Records for processing below:

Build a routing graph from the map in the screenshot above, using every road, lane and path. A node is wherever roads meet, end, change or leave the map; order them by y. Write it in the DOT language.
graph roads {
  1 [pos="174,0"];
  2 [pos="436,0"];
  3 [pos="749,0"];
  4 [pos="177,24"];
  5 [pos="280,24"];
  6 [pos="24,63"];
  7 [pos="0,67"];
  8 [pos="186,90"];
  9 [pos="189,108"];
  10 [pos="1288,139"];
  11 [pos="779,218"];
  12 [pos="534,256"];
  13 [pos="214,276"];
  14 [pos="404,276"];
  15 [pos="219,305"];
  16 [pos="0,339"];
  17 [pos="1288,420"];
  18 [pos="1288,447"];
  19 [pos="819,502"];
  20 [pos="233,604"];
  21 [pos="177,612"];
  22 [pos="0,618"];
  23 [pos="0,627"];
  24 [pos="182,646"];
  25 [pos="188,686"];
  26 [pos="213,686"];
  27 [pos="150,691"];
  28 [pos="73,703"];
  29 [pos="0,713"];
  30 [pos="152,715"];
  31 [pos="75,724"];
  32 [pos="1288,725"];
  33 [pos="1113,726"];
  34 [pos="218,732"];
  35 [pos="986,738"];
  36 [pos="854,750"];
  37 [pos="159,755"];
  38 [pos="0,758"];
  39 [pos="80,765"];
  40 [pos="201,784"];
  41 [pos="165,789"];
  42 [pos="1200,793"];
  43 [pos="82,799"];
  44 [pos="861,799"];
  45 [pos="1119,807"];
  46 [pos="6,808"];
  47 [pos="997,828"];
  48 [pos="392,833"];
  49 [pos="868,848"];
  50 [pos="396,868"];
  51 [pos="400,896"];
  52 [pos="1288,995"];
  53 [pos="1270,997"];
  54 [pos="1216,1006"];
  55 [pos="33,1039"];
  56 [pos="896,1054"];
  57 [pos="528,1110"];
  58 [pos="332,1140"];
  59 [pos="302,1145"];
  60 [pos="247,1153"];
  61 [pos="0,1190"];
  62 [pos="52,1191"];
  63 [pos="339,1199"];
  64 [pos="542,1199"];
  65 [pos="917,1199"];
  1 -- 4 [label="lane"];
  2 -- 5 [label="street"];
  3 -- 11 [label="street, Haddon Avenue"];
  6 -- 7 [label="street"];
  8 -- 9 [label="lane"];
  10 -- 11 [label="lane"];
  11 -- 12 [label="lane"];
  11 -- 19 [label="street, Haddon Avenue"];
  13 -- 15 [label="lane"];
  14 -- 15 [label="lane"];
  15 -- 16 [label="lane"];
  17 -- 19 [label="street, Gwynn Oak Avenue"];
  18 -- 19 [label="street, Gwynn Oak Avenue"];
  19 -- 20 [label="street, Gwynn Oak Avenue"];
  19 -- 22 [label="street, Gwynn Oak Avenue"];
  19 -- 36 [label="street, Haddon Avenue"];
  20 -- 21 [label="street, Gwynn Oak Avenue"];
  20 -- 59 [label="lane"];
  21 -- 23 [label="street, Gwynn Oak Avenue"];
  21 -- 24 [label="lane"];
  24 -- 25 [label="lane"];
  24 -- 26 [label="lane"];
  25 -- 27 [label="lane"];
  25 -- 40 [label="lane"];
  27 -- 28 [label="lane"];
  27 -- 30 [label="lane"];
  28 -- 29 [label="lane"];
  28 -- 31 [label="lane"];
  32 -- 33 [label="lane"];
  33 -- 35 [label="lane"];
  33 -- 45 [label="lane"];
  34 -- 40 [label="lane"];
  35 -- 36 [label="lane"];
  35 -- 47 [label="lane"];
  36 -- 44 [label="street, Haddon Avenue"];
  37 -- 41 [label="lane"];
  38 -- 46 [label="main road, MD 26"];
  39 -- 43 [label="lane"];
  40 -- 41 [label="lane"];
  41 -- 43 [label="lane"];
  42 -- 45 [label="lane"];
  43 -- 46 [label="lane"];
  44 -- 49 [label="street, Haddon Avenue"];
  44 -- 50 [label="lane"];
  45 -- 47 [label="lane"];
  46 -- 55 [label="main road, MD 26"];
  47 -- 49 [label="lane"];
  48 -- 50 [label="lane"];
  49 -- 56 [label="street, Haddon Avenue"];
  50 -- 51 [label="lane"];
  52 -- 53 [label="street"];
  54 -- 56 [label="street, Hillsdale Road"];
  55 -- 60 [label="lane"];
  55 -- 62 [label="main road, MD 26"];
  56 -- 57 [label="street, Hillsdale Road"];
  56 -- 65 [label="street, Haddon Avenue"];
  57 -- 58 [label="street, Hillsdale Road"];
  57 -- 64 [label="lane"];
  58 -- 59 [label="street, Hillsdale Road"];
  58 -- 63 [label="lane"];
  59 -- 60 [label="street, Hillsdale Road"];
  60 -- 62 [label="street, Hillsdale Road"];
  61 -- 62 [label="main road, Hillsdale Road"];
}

End of Records for processing.

List each line in the listing that contains the string "roads".

Build a routing graph from the map in the screenshot above, using every road, lane and path. A node is wherever roads meet, end, change or leave the map; order them by y. Write it in the DOT language.
graph roads {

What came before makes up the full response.